Statistical Analysis using Python

Gaurav Sharma
Analytics Vidhya
Published in
17 min readSep 16, 2020

If you already visited Part1-EDA then you can directly jump to this (Statistical Analysis section).

This is a 3 part series in which I will walk through a data-set analyzing it and then at the end do predictive modelling. I highly recommend to follow this series in the order given below but you can also jump to any part.

Part 1, Exploratory Data Analysis(EDA):
This part consists of summary statistics of data but the major focus will be on EDA where we extract meaning/information from data using plots and report important insights about data. This part is more about data analysis and business intelligence(BI).

Part 2, Statistical Analysis:
In this part we will do many statistical hypothesis testing, apply estimation statistics and interpret the results we get. We will also validate this with the findings from part one. We will apply both parametric and non-parametric tests. We will report all the important insights we get in this part. This part is all about data science requires statistical background.

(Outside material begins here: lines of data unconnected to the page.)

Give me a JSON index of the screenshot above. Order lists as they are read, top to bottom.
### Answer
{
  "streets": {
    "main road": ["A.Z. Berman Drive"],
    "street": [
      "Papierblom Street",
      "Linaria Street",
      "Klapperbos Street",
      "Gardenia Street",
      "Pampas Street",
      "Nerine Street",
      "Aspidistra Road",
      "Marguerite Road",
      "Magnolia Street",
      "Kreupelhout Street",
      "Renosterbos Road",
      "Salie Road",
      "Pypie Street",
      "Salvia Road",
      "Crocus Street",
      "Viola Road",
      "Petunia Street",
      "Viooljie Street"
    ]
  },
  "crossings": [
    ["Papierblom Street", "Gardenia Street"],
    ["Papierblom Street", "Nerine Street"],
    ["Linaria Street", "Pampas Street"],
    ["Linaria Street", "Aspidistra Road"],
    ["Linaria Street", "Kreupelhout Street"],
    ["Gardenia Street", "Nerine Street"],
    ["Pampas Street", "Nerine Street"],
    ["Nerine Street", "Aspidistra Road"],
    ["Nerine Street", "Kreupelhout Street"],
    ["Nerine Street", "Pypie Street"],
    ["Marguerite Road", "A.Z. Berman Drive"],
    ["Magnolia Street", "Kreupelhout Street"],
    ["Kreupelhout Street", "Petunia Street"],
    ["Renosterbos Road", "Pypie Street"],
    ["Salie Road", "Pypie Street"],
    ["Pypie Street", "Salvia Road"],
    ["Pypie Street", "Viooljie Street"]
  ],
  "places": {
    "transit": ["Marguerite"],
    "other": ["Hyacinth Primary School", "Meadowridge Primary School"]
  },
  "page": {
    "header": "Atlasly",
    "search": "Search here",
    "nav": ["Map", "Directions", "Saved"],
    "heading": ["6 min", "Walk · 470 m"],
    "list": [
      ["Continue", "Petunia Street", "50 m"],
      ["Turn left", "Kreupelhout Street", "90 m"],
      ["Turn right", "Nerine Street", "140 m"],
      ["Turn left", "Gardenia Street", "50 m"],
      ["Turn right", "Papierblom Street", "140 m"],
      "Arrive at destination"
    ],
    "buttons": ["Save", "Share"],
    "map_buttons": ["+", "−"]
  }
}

Part 3, Predictive Modelling:
In this part we will predict a response using given predictors. This part is all about machine learning.

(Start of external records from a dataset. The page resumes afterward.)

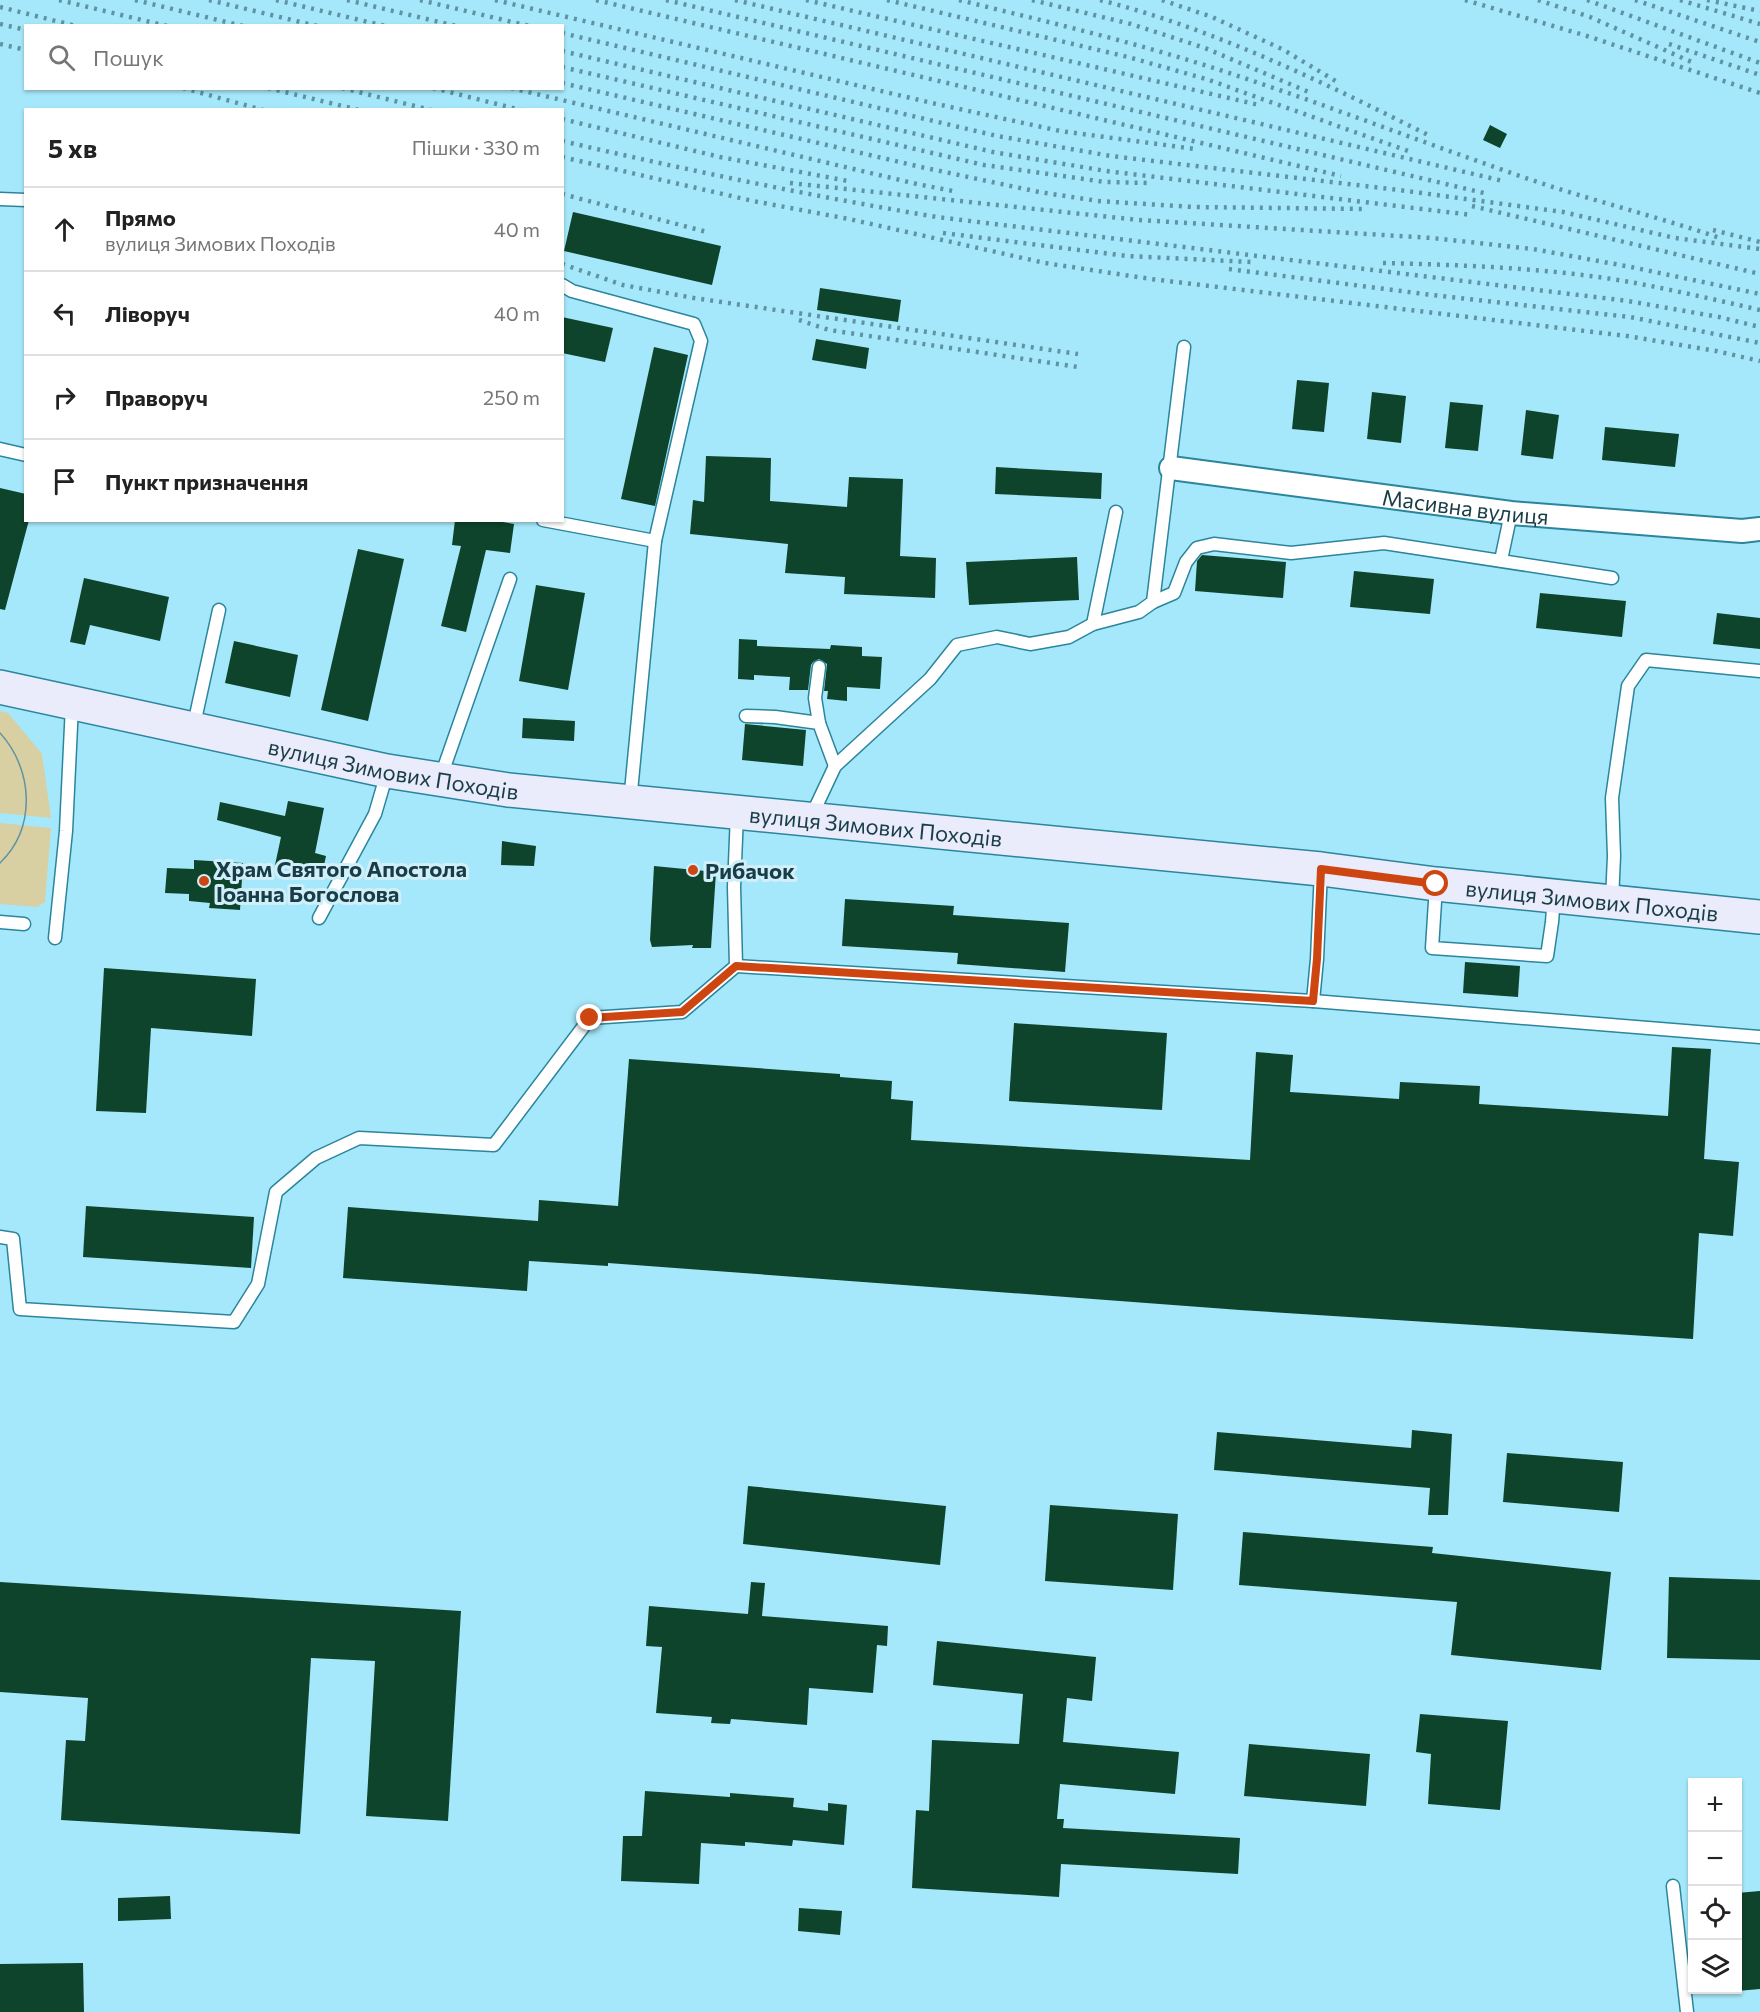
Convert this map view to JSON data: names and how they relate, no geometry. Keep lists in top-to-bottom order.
{
  "streets": {
    "main road": ["вулиця Зимових Походів"],
    "street": ["Масивна вулиця"]
  },
  "places": ["Рибачок", "Храм Святого Апостола Іоанна Богослова"],
  "page": {
    "search": "Пошук",
    "heading": ["5 хв", "Пішки · 330 m"],
    "list": [
      ["Прямо", "вулиця Зимових Походів", "40 m"],
      ["Ліворуч", "40 m"],
      ["Праворуч", "250 m"],
      "Пункт призначення"
    ],
    "map_buttons": ["+", "−"]
  }
}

Meta-Data, Data about Data

I am using the auto mpg data for EDA taken from the UCI repository.

Title: Auto-Mpg Data
Number of Instances: 398
Number of Attributes: 9 including the class attribute
Attribute Information:

1. mpg — continuous
2. cylinders — multi-valued discrete
3. displacement — continuous
4. horsepower — continuous
5. weight — continuous
6. acceleration — continuous
7. model year — multi-valued discrete
8. origin — multi-valued discrete
9. car name — string (unique for each instance)

This data is not complex and is good for analysis as it has a nice blend of both categorical and numerical attributes.

This is part 2 i.e., Statistical Analysis. I won’t stretch this part too long and do following things in sequential manner.

  1. Some Pre-processing of the data, exact same as Part1-EDA.
  2. Tests for independence between two categorical attributes
  3. Normality Test for numeric attributes
  4. Correlation between numeric attributes
  5. Parametric and Non-Parametric test for samples

I will make use of hypothesis-testing heavily throughout the notebook, so it is also a good to go notebook for those who are looking for how to apply hypothesis-testing in data science and machine learning.

Firstly, import all necessary libraries.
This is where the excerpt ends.